MATERIAL SUPPLIED:
************

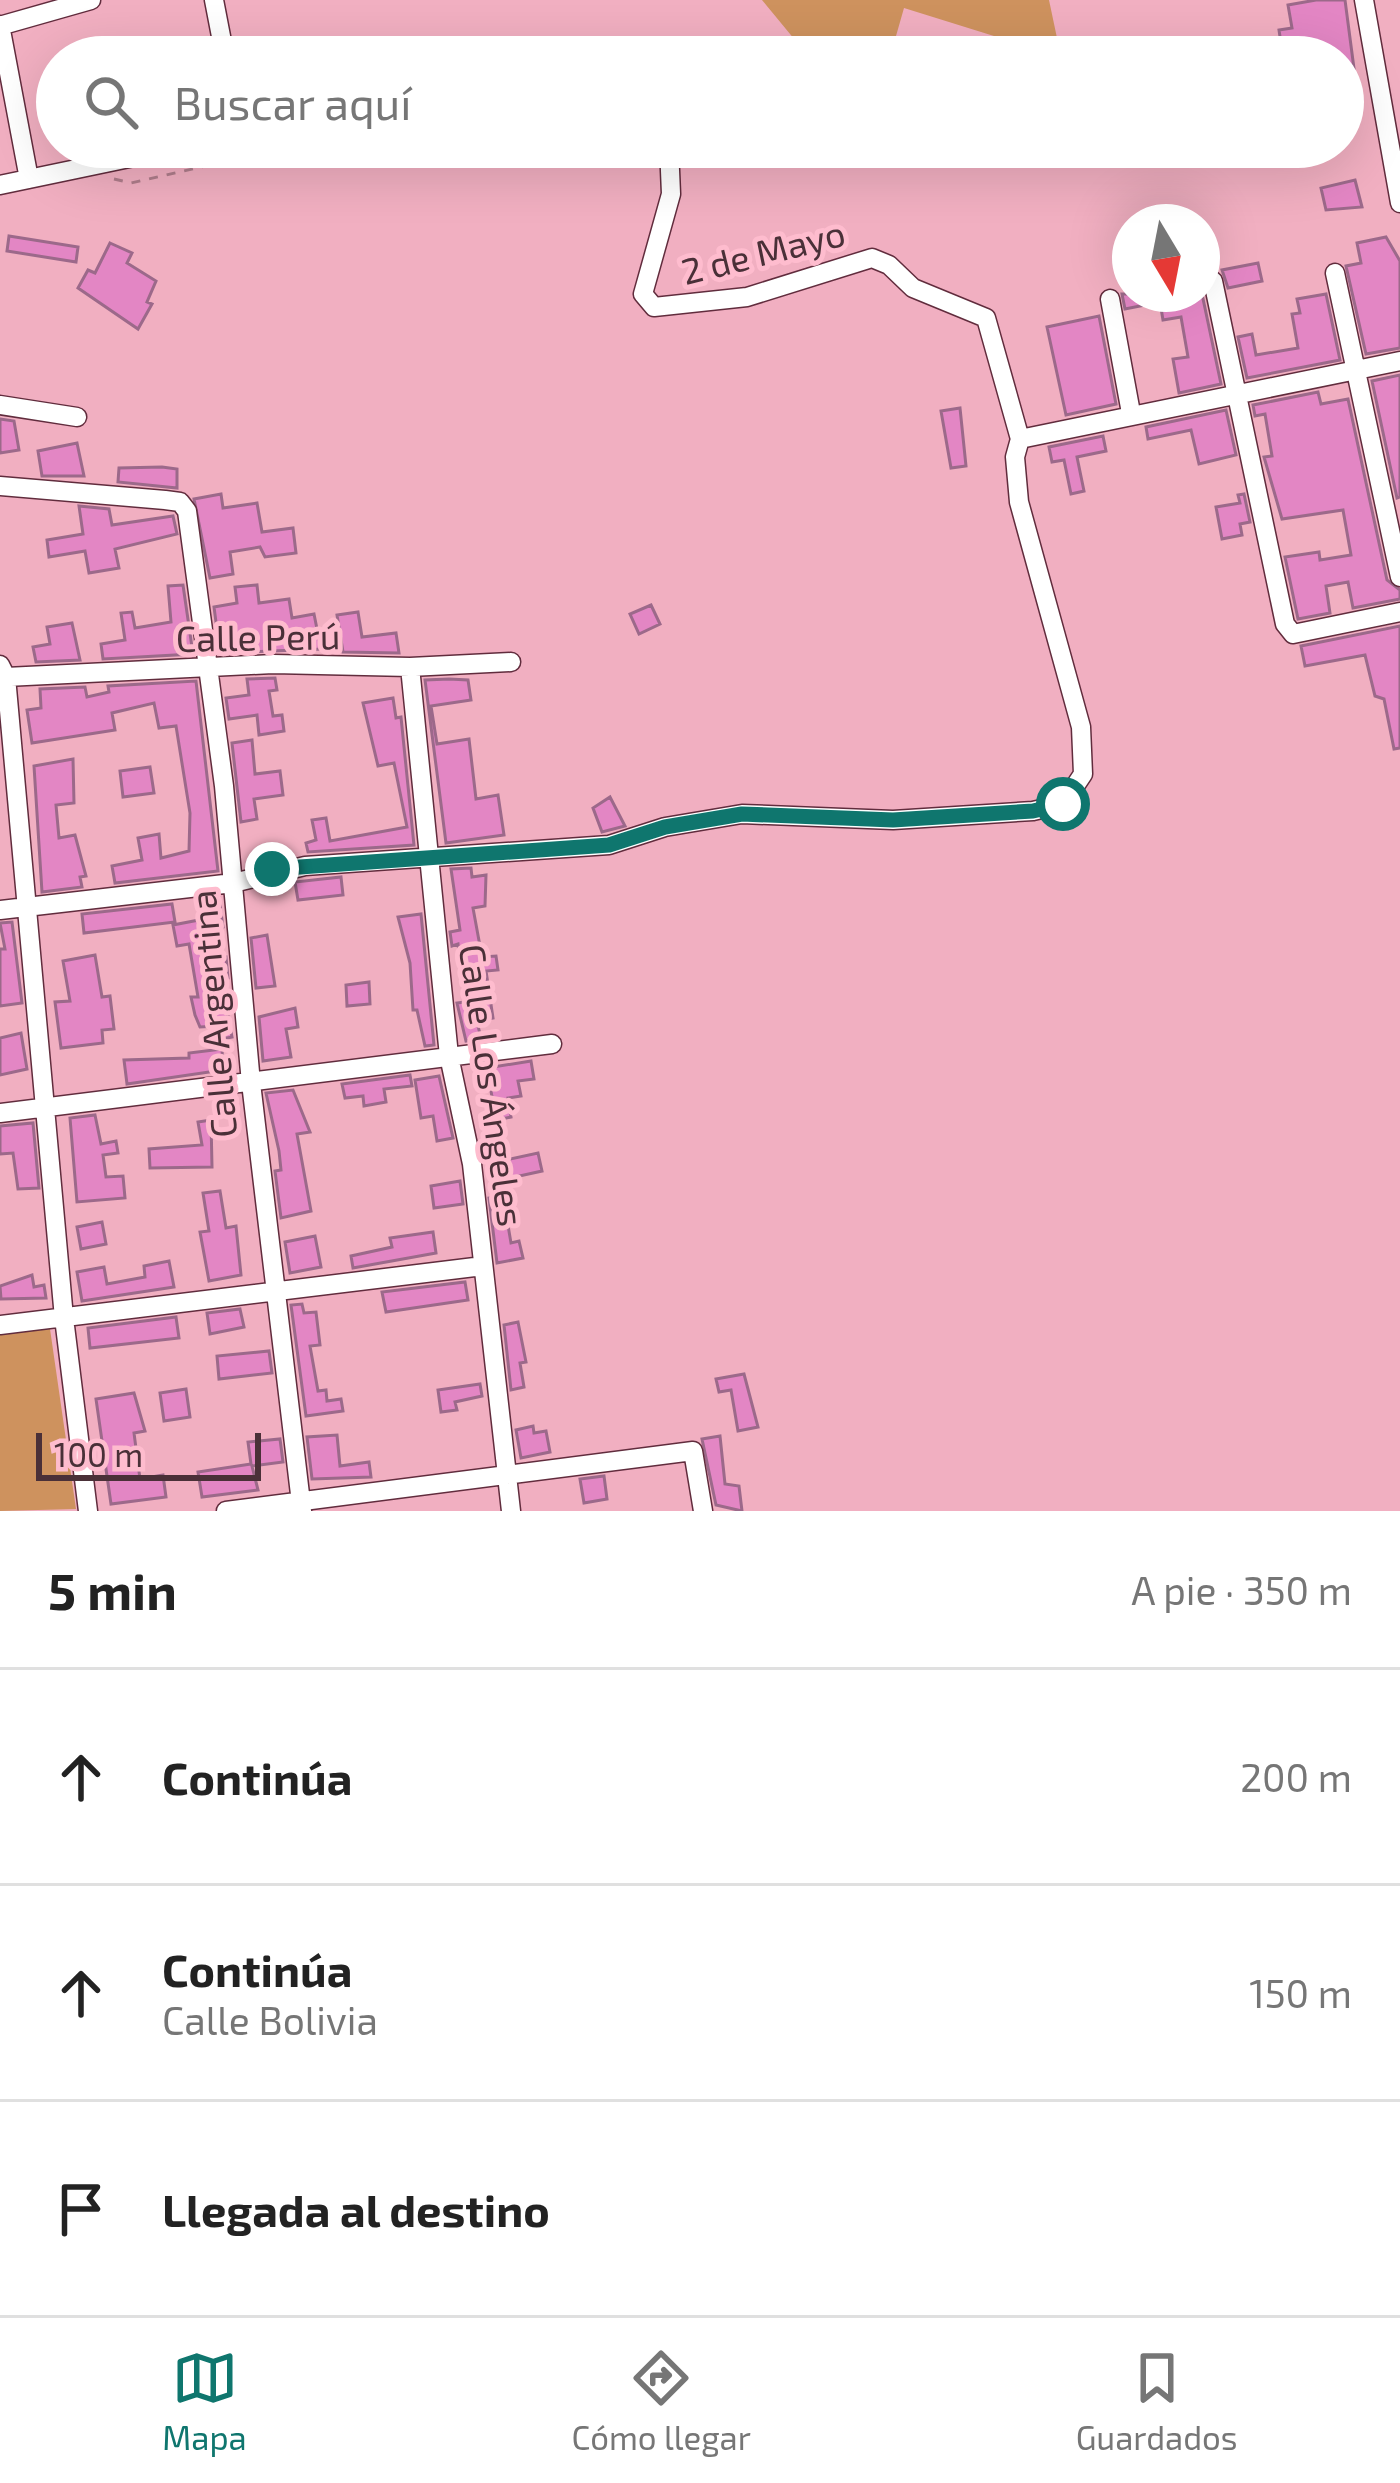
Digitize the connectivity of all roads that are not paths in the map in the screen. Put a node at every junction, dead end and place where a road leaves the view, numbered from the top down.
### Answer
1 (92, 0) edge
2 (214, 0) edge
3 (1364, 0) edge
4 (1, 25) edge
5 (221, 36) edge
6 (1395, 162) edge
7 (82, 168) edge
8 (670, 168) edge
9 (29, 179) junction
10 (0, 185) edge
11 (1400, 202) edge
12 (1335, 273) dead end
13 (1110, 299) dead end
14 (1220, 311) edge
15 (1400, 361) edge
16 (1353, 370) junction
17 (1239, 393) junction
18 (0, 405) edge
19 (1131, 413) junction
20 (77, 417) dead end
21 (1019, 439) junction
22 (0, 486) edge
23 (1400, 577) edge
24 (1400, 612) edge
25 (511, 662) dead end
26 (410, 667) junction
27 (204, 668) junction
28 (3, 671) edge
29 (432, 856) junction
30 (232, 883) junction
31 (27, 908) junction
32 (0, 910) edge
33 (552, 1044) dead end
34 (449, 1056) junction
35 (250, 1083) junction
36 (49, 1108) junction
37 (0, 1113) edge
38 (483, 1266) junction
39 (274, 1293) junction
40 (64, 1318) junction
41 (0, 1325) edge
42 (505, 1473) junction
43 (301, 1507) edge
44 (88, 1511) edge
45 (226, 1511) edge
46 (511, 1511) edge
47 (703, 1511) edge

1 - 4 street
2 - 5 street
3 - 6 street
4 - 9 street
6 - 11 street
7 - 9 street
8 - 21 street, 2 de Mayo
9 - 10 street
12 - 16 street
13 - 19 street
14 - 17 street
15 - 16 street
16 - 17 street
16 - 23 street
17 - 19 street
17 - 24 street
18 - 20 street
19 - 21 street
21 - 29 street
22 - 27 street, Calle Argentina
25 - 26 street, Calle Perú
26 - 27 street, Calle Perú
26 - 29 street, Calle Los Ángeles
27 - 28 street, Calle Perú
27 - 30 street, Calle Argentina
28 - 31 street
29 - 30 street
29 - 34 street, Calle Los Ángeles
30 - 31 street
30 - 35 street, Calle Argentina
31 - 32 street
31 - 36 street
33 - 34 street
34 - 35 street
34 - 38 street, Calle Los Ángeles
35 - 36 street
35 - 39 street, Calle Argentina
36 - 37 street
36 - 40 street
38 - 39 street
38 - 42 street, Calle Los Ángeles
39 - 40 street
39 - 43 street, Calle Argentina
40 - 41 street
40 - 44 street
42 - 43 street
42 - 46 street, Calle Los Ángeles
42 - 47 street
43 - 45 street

************

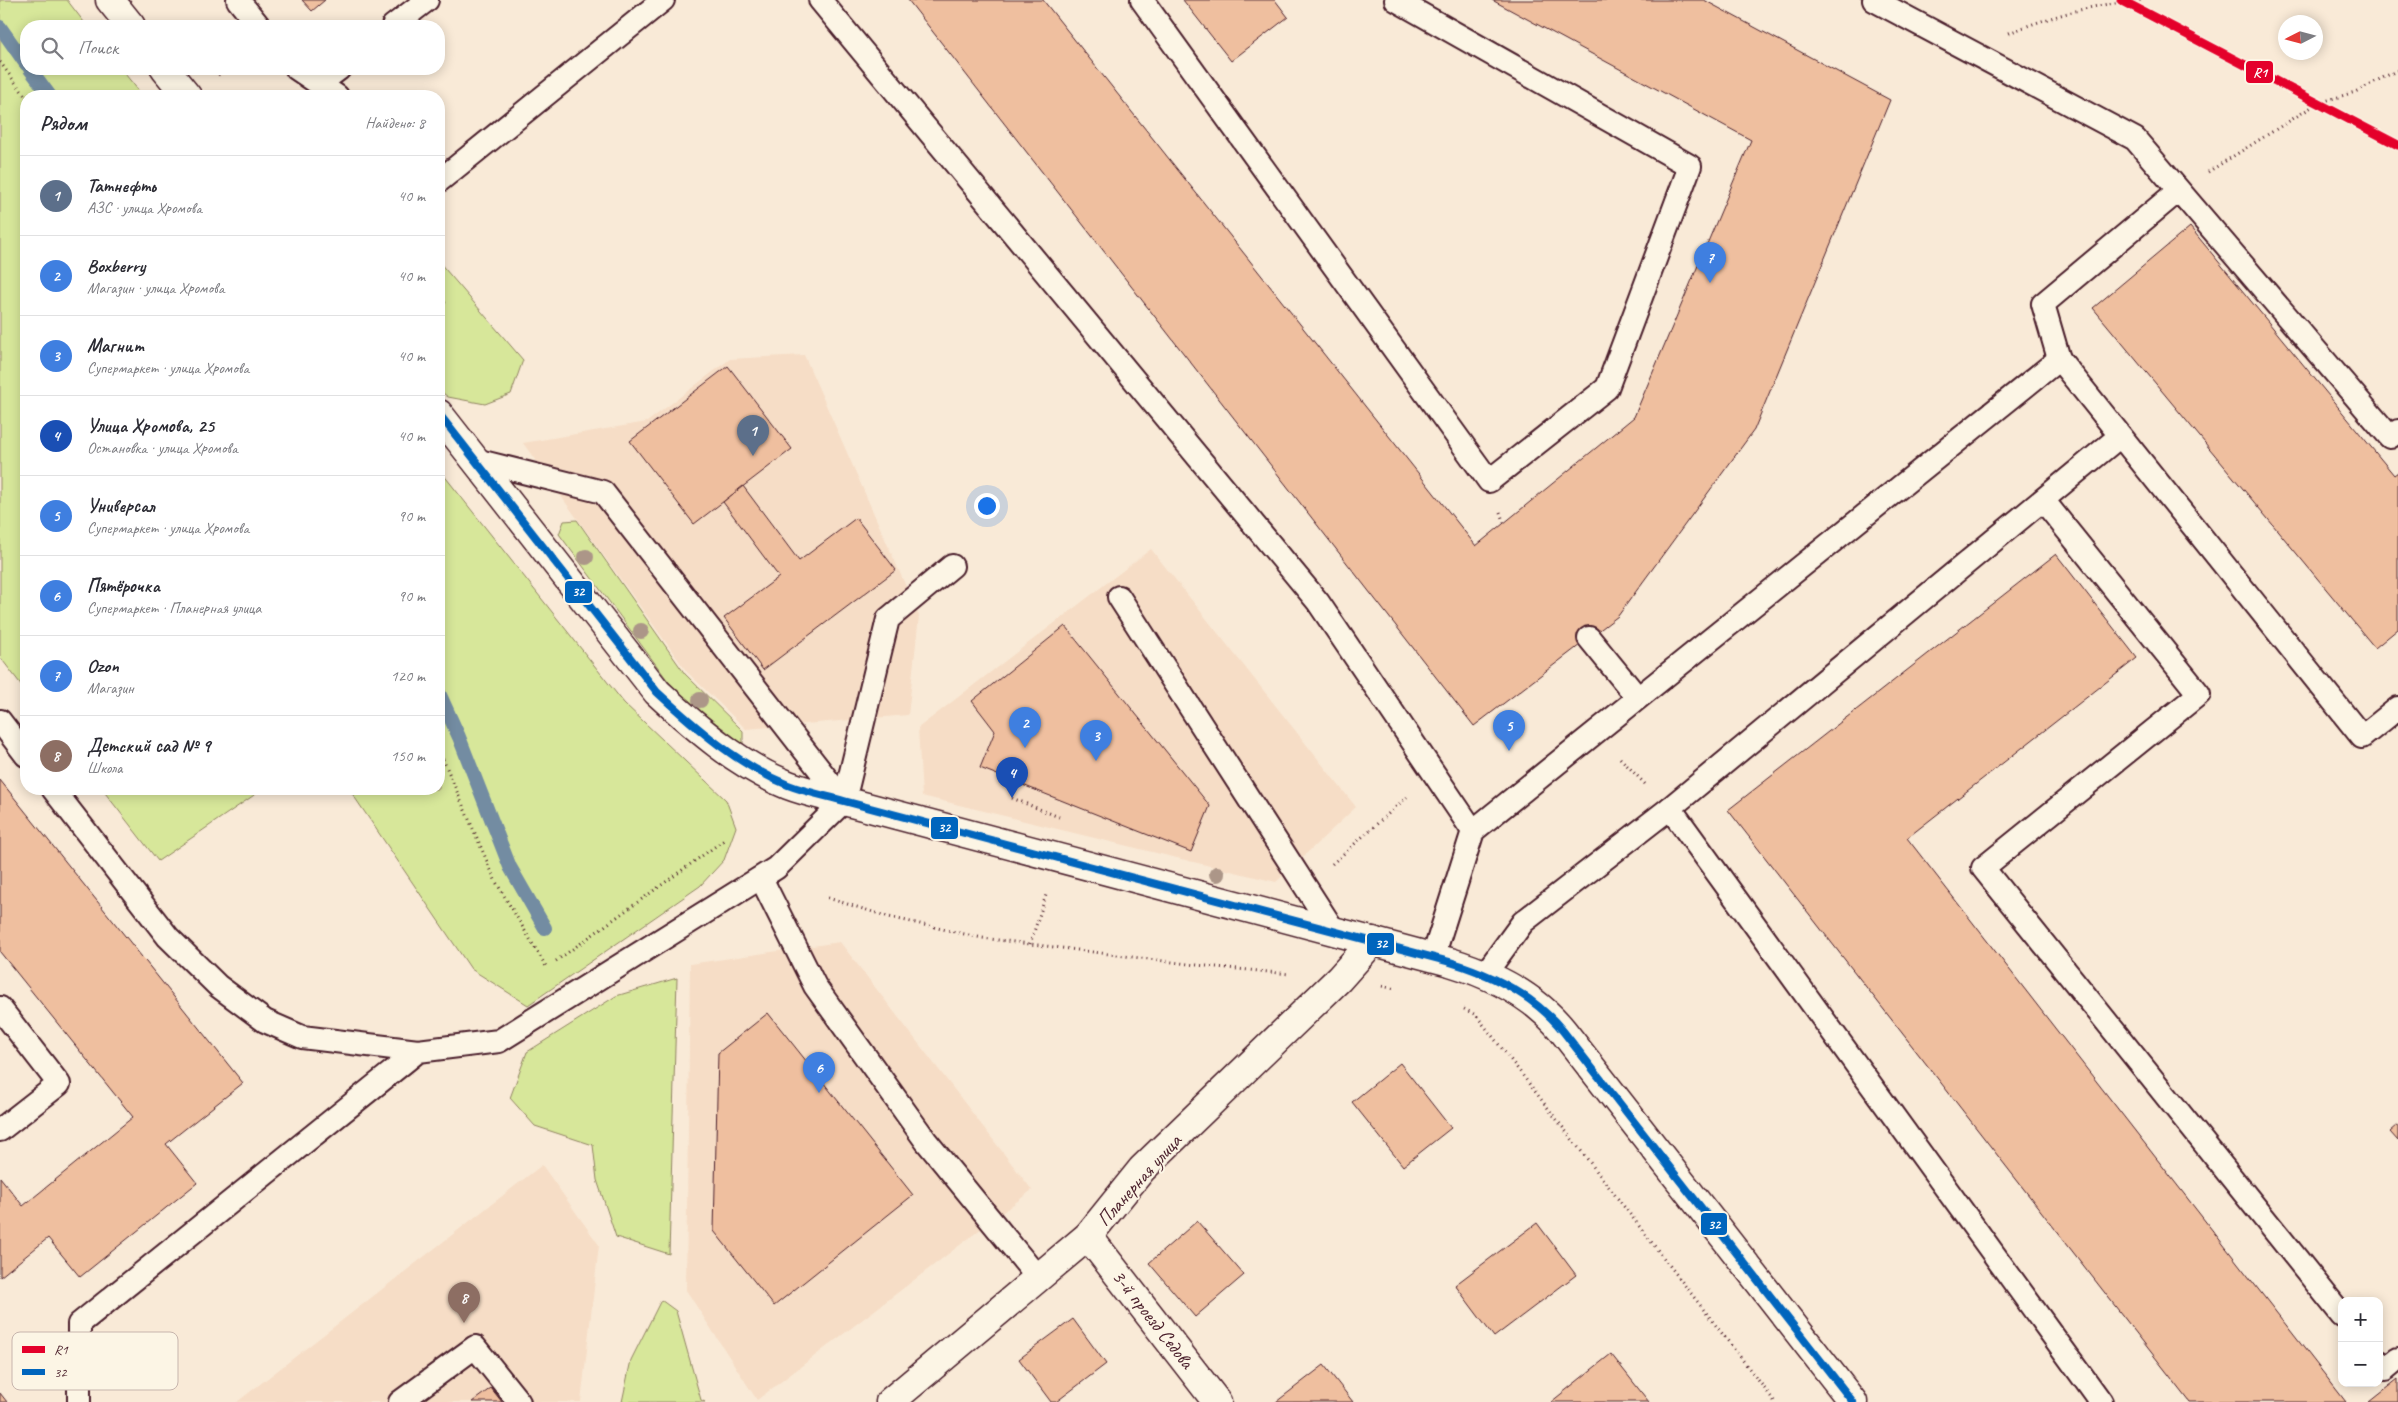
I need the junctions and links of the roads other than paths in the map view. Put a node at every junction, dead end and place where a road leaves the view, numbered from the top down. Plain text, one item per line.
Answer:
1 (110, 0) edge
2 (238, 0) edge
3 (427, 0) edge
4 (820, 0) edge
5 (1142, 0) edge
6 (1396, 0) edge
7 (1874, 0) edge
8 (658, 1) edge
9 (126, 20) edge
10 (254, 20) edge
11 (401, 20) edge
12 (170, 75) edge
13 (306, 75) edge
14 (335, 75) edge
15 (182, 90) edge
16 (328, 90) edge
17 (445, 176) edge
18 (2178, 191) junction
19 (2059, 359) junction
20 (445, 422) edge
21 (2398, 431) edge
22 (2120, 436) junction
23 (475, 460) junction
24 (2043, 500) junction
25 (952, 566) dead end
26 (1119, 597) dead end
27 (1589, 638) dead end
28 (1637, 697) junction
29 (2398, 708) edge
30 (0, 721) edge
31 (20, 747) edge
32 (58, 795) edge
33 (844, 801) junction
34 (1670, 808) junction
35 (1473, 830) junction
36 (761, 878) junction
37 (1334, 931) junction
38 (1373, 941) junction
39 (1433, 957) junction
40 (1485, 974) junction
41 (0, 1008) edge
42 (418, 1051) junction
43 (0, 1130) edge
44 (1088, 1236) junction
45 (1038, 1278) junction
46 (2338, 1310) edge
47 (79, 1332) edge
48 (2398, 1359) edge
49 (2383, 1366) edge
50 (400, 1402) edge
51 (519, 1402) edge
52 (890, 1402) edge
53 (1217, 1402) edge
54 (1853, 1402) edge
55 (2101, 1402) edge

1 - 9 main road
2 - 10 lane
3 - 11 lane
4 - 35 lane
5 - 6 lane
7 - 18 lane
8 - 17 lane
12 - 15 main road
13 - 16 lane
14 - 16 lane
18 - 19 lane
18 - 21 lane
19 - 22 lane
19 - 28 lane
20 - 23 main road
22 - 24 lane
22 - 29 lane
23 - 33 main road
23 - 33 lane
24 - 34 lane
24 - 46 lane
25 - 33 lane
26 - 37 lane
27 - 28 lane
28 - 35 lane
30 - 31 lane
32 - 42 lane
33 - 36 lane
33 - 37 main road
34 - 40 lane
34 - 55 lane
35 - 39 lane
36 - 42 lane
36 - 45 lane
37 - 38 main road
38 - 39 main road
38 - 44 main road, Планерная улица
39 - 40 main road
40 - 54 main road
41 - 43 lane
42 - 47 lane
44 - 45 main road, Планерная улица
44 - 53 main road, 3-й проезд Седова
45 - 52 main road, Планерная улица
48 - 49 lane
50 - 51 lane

************

DESCRIPTION OF THE TASK:
Copy out each line of the data where the string "every" appears.

ANSWER SPACE:
Digitize the connectivity of all roads that are not paths in the map in the screen. Put a node at every junction, dead end and place where a road leaves the view, numbered from the top down.
I need the junctions and links of the roads other than paths in the map view. Put a node at every junction, dead end and place where a road leaves the view, numbered from the top down. Plain text, one item per line.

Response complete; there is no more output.